31 août 2023
Nous, le Collectif "Nous sommes l’Eau", nous avons suivi avec beaucoup d’attention le déplacement du "Convoi de l’eau" de Sainte Soline jusqu’à Orléans destiné à sensibiliser les publics :
- sur le principe essentiel que l’élément EAU est un bien commun primordial et vital, que le service de l’eau potable et les besoins des milieux aquatiques sont prioritaires par rapport aux usages économiques de l’eau,
- sur le scandale de l’accaparement privatif de l’eau par quelques gros agriculteurs industriels qui créent d’immenses réserves en eau dans d’innombrables super-bassines.
Nous déplorons que les Responsables de l’Agence de l’eau Loire-Bretagne et Madame la Préfète du Loiret aient finalement refusé la demande de moratoire de l’association "Bassines, non merci". Nous regrettons ce déni de dialogue, ce rejet de toute discussion, avec des défenseurs de l’eau pour tous. Nous voyons dans cette attitude l’expression d’une position désastreuse du Ministère de l’agriculture, qui est fermement opposé à toute demande légitime des citoyens et qui se trouve être un ardent défenseur du système de l’agriculture industrielle mortifère.
Nous avons lu dans le journal "Le Monde" du 26 août 2023 que : "l’Agence de l’eau Loire-Bretagne est l’instance pilotée par l’Etat qui autorise et subventionne ce type de chantiers" [des super-bassins]. C’est un constat alarmant qui valide la mise sous tutelle d’une Agence de l’eau par l’État !
Nous rappelons que depuis la Loi sur l’eau n° 64-1245 du 16 décembre 1964 relative au régime et à la répartition des eaux et à la lutte contre leur pollution, l’eau est gérée en France par grands bassins hydrographiques qui correspondent aux territoires des grands fleuves. Il y six Agences financières de l’eau : Adour-Garonne, Artois-Picardie, Loire-Bretagne, Rhin-Meuse, Rhône-Méditerranée & Corse, Seine-Normandie, qui émettent des redevances et apportent des aides financières selon le principe du “pollueur-payeur”, qui sont les opérateurs de la politique de l’eau sur ces grands bassins, qui définissent leur cadre d’action en fonction des spécificités de leur territoire, de ses particularités hydrologiques et hydrogéologiques, tout en tenant compte des orientations nationales ou des engagements européens.

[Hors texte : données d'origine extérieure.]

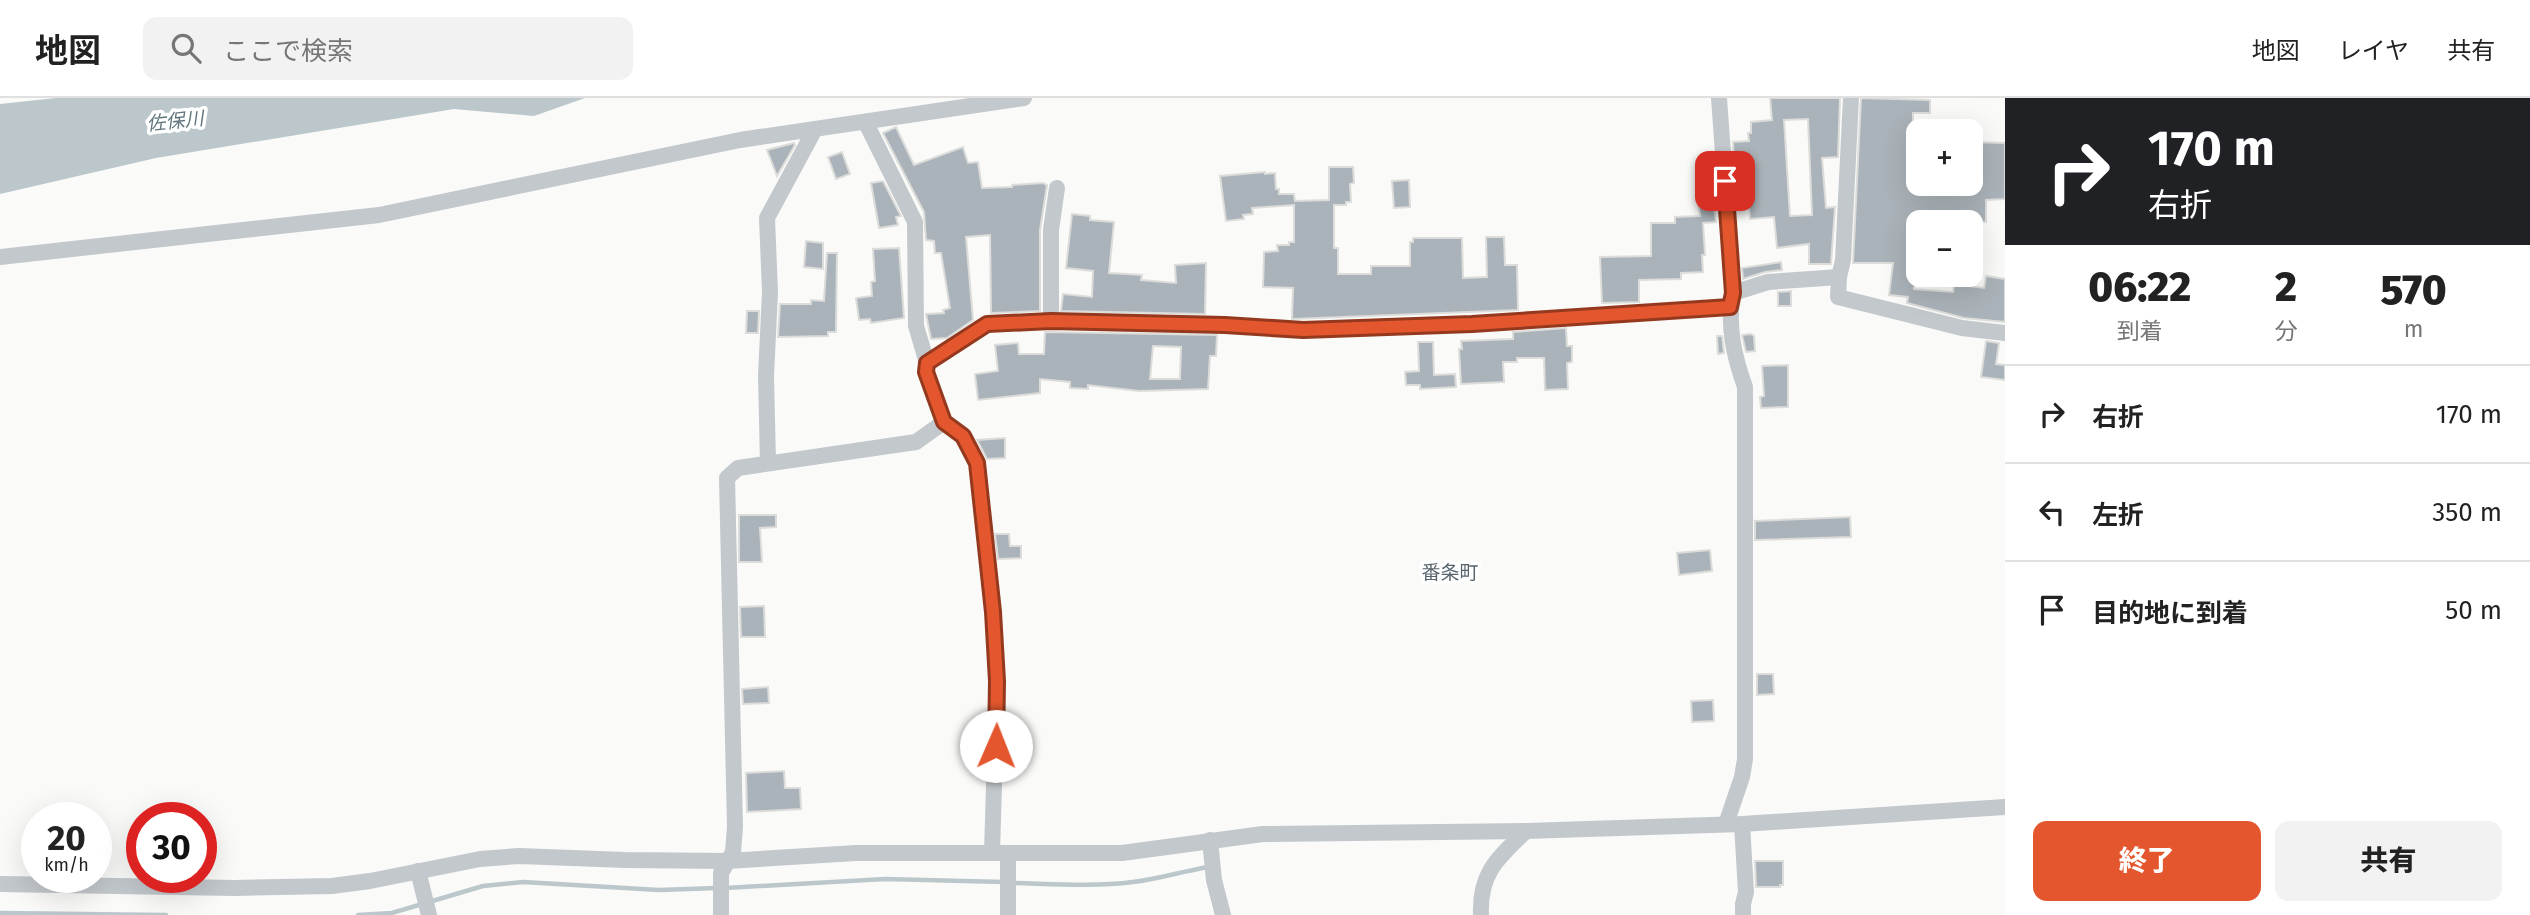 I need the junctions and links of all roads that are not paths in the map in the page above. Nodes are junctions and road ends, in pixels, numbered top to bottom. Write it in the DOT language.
graph roads {
  1 [pos="1024,98"];
  2 [pos="1719,98"];
  3 [pos="1851,98"];
  4 [pos="866,123"];
  5 [pos="815,129"];
  6 [pos="1058,188"];
  7 [pos="0,257"];
  8 [pos="1839,277"];
  9 [pos="1732,300"];
  10 [pos="1051,321"];
  11 [pos="2005,334"];
  12 [pos="927,363"];
  13 [pos="944,422"];
  14 [pos="768,463"];
  15 [pos="2005,807"];
  16 [pos="1734,824"];
  17 [pos="1526,831"];
  18 [pos="1210,840"];
  19 [pos="992,853"];
  20 [pos="1009,853"];
  21 [pos="727,860"];
  22 [pos="418,871"];
  23 [pos="0,884"];
  24 [pos="429,915"];
  25 [pos="721,915"];
  26 [pos="1008,915"];
  27 [pos="1223,915"];
  28 [pos="1481,915"];
  29 [pos="1743,915"];
  1 -- 4 [label="street"];
  2 -- 9 [label="street"];
  3 -- 8 [label="street"];
  4 -- 5 [label="street"];
  4 -- 12 [label="street"];
  5 -- 7 [label="street"];
  5 -- 14 [label="street"];
  6 -- 10 [label="street"];
  8 -- 9 [label="street"];
  8 -- 11 [label="street"];
  9 -- 10 [label="street"];
  9 -- 16 [label="street"];
  10 -- 12 [label="street"];
  12 -- 13 [label="street"];
  13 -- 14 [label="street"];
  13 -- 19 [label="street"];
  14 -- 21 [label="street"];
  15 -- 16 [label="street"];
  16 -- 17 [label="street"];
  16 -- 29 [label="street"];
  17 -- 18 [label="street"];
  17 -- 28 [label="street"];
  18 -- 20 [label="street"];
  18 -- 27 [label="street"];
  19 -- 20 [label="street"];
  19 -- 21 [label="street"];
  20 -- 26 [label="street"];
  21 -- 22 [label="street"];
  21 -- 25 [label="street"];
  22 -- 23 [label="street"];
  22 -- 24 [label="street"];
}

Nous soulignons que la stratégie de l’eau et des milieux aquatiques est élaborée et validée par des "Parlements locaux de l’eau", appelés des Comités de bassin, instances délibératives qui rassemblent, par grand bassin versant, toutes les parties prenantes (Collectivités locales, Industriels, Agriculteurs, État, Consommateurs, Associations, ONG) qui fixent la stratégie de l’eau et des milieux aquatiques du bassin, qui votent le programme de l’agence de l’eau dans chaque bassin hydrographique et le taux des redevances dans la limite des taux plafonds fixés par la loi. Cette organisation décentralisée permet aux agences de l’eau d’agir pour répondre au mieux aux enjeux propres de chaque territoire.
Nous saluons cette organisation mais nous regrettons que l’État se soit fortement immiscé dans les affaires des Agences de l’eau n’ayant pas hésité à prélever de l’argent sur leur trésorerie et ayant même défini d’autorité dans les années 1990 des opérations de lutte contre les pollutions agricoles, diffuses et ponctuelles, issues de l’agriculture industrielle productiviste, avec des aides financières des Agences de l’eau, telles que :
- les Opérations Ferti-Mieux, Phyto-mieux, Écophyto, pour la lutte contre les pollutions diffuses,
- la Mise en conformité des élevages pour la lutte contre les pollutions ponctuelles,
qui ne sont que de simples effets d’annonces, qui n’ont eu comme effet que l’amélioration de pratiques agricoles alors jugées "aberrantes" mais qui n’ont eu aucun effet sur l’amélioration de la qualité des eaux souterraines et superficielles.
Nous nous indignons contre des aides et des réglementations qui vont à l’encontre du bien commun en favorisant le système de l’agriculture industrielle, son gaspillage et sa détérioration des eaux, sa contribution au réchauffement climatique et à la perte de la biodiversité.